When Torontonians consider the city's waterfront, many of us still cling to an outdated view that nothing much is happening there.

In fact, large tracts along Toronto's once moribund shoreline have become hives of activity. Buildings are rising up; new parks have recently been opened, with more are on the way; and in the West Don Lands, site of the future Pan Am Games athletes' village, construction has started on the area's first affordable housing complex.

"We've passed the tipping point," says Waterfront Toronto CEO John Campbell. "So much is happening, and the momentum is only going to increase."

The latest indicator of movement is news that a strategic plot of long-neglected land has been purchased by developers from Toronto and New York. They intend to create a mixed-use complex of stores, condominiums, office space and a hotel at the southwest corner of Cherry St. and Lake Shore Blvd., an area formerly the site of a prominent "tent city" for the homeless. Plans remain in the early stages, but one would hope the development will include a significant number of affordable housing units.

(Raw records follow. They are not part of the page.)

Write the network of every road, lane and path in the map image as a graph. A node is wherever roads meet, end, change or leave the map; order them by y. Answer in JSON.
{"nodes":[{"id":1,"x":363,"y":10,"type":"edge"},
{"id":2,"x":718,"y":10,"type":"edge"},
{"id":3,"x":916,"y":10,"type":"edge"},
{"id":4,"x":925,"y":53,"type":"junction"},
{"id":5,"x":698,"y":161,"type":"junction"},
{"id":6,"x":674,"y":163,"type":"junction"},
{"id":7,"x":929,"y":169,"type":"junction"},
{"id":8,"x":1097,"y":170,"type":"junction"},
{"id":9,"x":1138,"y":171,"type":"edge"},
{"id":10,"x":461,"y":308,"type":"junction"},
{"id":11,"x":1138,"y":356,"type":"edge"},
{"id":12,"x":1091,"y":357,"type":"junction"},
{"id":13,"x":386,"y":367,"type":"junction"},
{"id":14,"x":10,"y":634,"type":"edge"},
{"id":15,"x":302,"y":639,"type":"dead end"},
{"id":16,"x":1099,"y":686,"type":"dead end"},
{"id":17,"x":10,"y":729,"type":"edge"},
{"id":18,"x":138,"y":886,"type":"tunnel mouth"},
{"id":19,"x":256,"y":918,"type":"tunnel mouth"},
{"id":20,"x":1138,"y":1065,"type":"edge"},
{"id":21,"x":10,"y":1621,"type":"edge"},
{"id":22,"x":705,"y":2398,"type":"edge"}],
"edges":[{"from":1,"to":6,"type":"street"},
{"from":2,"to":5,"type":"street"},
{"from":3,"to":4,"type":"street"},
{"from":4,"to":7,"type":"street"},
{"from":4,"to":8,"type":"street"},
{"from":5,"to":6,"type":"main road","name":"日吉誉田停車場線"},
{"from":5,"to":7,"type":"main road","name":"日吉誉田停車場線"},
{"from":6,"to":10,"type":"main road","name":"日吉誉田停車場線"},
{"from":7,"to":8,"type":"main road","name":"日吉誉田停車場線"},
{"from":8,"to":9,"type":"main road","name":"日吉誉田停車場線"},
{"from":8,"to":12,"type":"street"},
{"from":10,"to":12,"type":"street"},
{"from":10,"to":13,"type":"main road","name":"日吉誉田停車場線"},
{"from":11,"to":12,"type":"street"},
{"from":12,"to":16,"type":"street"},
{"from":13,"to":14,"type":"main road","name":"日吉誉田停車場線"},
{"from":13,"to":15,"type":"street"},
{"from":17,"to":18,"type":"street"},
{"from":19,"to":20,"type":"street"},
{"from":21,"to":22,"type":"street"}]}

Just to the west, Corus Entertainment has opened a new headquarters building, bringing 1,100 jobs to the waterfront. Sugar Beach offers a playful escape from the city. Sherbourne Common, featuring a new "urban river," is close to being complete. And work is well underway on a new George Brown College campus.

Even along the city's central shoreline, an area long criticized for wall-to-wall condo development, Waterfront Toronto has created interesting new public spaces through boardwalk extensions and eye-catching features such as the undulating wave decks at the foot of Simcoe, Spadina and Rees streets.

Yes, much remains to be done. But progress is being made, and that is something to celebrate.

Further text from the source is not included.